-- What to work on --
Your answer should contain each record from the listing, repeated exactly.

-- Provided material --
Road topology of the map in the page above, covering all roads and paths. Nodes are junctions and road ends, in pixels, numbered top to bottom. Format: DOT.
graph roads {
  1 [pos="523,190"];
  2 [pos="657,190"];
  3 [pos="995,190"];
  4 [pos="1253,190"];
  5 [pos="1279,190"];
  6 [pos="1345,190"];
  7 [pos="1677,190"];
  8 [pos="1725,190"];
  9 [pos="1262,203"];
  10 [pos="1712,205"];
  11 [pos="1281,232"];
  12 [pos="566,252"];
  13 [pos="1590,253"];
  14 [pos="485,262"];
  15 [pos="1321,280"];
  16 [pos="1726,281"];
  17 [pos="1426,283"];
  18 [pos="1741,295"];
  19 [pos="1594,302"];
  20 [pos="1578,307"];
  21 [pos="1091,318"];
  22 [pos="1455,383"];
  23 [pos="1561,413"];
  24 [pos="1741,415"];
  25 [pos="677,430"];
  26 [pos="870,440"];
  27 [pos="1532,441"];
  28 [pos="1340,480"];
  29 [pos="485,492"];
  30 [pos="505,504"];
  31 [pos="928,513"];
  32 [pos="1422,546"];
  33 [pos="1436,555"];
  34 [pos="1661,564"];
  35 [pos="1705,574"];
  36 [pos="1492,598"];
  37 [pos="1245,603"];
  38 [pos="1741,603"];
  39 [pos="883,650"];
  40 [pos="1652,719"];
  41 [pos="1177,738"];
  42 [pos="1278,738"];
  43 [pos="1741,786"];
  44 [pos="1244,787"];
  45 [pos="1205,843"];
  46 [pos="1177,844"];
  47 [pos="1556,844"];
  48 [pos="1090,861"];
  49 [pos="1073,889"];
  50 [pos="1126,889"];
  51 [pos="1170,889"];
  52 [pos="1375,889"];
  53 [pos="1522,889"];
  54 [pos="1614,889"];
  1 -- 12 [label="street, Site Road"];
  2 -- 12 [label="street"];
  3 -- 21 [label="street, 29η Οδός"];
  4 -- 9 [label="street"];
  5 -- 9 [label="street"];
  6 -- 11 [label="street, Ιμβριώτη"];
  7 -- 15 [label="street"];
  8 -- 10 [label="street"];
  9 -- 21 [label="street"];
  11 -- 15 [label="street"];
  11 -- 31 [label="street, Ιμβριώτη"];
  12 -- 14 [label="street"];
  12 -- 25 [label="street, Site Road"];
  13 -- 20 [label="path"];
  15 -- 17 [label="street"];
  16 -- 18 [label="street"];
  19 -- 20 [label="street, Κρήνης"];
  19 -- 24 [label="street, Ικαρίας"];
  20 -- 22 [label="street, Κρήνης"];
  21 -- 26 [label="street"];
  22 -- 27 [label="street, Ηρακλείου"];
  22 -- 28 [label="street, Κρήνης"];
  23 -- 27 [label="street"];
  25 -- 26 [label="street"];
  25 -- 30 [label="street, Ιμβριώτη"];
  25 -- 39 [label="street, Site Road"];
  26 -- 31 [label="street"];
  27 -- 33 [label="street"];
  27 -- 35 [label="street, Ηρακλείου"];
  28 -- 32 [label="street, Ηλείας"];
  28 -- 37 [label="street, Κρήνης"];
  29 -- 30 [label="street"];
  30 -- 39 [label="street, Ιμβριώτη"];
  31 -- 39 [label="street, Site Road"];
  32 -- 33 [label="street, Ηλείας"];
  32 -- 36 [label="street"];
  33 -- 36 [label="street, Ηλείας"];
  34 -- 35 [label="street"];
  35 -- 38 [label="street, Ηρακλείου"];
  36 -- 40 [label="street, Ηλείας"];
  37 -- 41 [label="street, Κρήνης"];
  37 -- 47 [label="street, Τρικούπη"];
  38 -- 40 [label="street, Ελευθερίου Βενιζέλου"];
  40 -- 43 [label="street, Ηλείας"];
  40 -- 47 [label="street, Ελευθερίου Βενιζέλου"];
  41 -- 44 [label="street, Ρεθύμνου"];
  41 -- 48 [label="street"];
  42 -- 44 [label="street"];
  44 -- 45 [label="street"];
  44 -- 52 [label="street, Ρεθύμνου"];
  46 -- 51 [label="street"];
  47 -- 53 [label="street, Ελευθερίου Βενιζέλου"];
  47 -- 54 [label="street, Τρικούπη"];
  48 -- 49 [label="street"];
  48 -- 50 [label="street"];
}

-- Task output --
Road topology of the map in the page above, covering all roads and paths. Nodes are junctions and road ends, in pixels, numbered top to bottom. Format: DOT.
graph roads {
  1 [pos="523,190"];
  2 [pos="657,190"];
  3 [pos="995,190"];
  4 [pos="1253,190"];
  5 [pos="1279,190"];
  6 [pos="1345,190"];
  7 [pos="1677,190"];
  8 [pos="1725,190"];
  9 [pos="1262,203"];
  10 [pos="1712,205"];
  11 [pos="1281,232"];
  12 [pos="566,252"];
  13 [pos="1590,253"];
  14 [pos="485,262"];
  15 [pos="1321,280"];
  16 [pos="1726,281"];
  17 [pos="1426,283"];
  18 [pos="1741,295"];
  19 [pos="1594,302"];
  20 [pos="1578,307"];
  21 [pos="1091,318"];
  22 [pos="1455,383"];
  23 [pos="1561,413"];
  24 [pos="1741,415"];
  25 [pos="677,430"];
  26 [pos="870,440"];
  27 [pos="1532,441"];
  28 [pos="1340,480"];
  29 [pos="485,492"];
  30 [pos="505,504"];
  31 [pos="928,513"];
  32 [pos="1422,546"];
  33 [pos="1436,555"];
  34 [pos="1661,564"];
  35 [pos="1705,574"];
  36 [pos="1492,598"];
  37 [pos="1245,603"];
  38 [pos="1741,603"];
  39 [pos="883,650"];
  40 [pos="1652,719"];
  41 [pos="1177,738"];
  42 [pos="1278,738"];
  43 [pos="1741,786"];
  44 [pos="1244,787"];
  45 [pos="1205,843"];
  46 [pos="1177,844"];
  47 [pos="1556,844"];
  48 [pos="1090,861"];
  49 [pos="1073,889"];
  50 [pos="1126,889"];
  51 [pos="1170,889"];
  52 [pos="1375,889"];
  53 [pos="1522,889"];
  54 [pos="1614,889"];
  1 -- 12 [label="street, Site Road"];
  2 -- 12 [label="street"];
  3 -- 21 [label="street, 29η Οδός"];
  4 -- 9 [label="street"];
  5 -- 9 [label="street"];
  6 -- 11 [label="street, Ιμβριώτη"];
  7 -- 15 [label="street"];
  8 -- 10 [label="street"];
  9 -- 21 [label="street"];
  11 -- 15 [label="street"];
  11 -- 31 [label="street, Ιμβριώτη"];
  12 -- 14 [label="street"];
  12 -- 25 [label="street, Site Road"];
  13 -- 20 [label="path"];
  15 -- 17 [label="street"];
  16 -- 18 [label="street"];
  19 -- 20 [label="street, Κρήνης"];
  19 -- 24 [label="street, Ικαρίας"];
  20 -- 22 [label="street, Κρήνης"];
  21 -- 26 [label="street"];
  22 -- 27 [label="street, Ηρακλείου"];
  22 -- 28 [label="street, Κρήνης"];
  23 -- 27 [label="street"];
  25 -- 26 [label="street"];
  25 -- 30 [label="street, Ιμβριώτη"];
  25 -- 39 [label="street, Site Road"];
  26 -- 31 [label="street"];
  27 -- 33 [label="street"];
  27 -- 35 [label="street, Ηρακλείου"];
  28 -- 32 [label="street, Ηλείας"];
  28 -- 37 [label="street, Κρήνης"];
  29 -- 30 [label="street"];
  30 -- 39 [label="street, Ιμβριώτη"];
  31 -- 39 [label="street, Site Road"];
  32 -- 33 [label="street, Ηλείας"];
  32 -- 36 [label="street"];
  33 -- 36 [label="street, Ηλείας"];
  34 -- 35 [label="street"];
  35 -- 38 [label="street, Ηρακλείου"];
  36 -- 40 [label="street, Ηλείας"];
  37 -- 41 [label="street, Κρήνης"];
  37 -- 47 [label="street, Τρικούπη"];
  38 -- 40 [label="street, Ελευθερίου Βενιζέλου"];
  40 -- 43 [label="street, Ηλείας"];
  40 -- 47 [label="street, Ελευθερίου Βενιζέλου"];
  41 -- 44 [label="street, Ρεθύμνου"];
  41 -- 48 [label="street"];
  42 -- 44 [label="street"];
  44 -- 45 [label="street"];
  44 -- 52 [label="street, Ρεθύμνου"];
  46 -- 51 [label="street"];
  47 -- 53 [label="street, Ελευθερίου Βενιζέλου"];
  47 -- 54 [label="street, Τρικούπη"];
  48 -- 49 [label="street"];
  48 -- 50 [label="street"];
}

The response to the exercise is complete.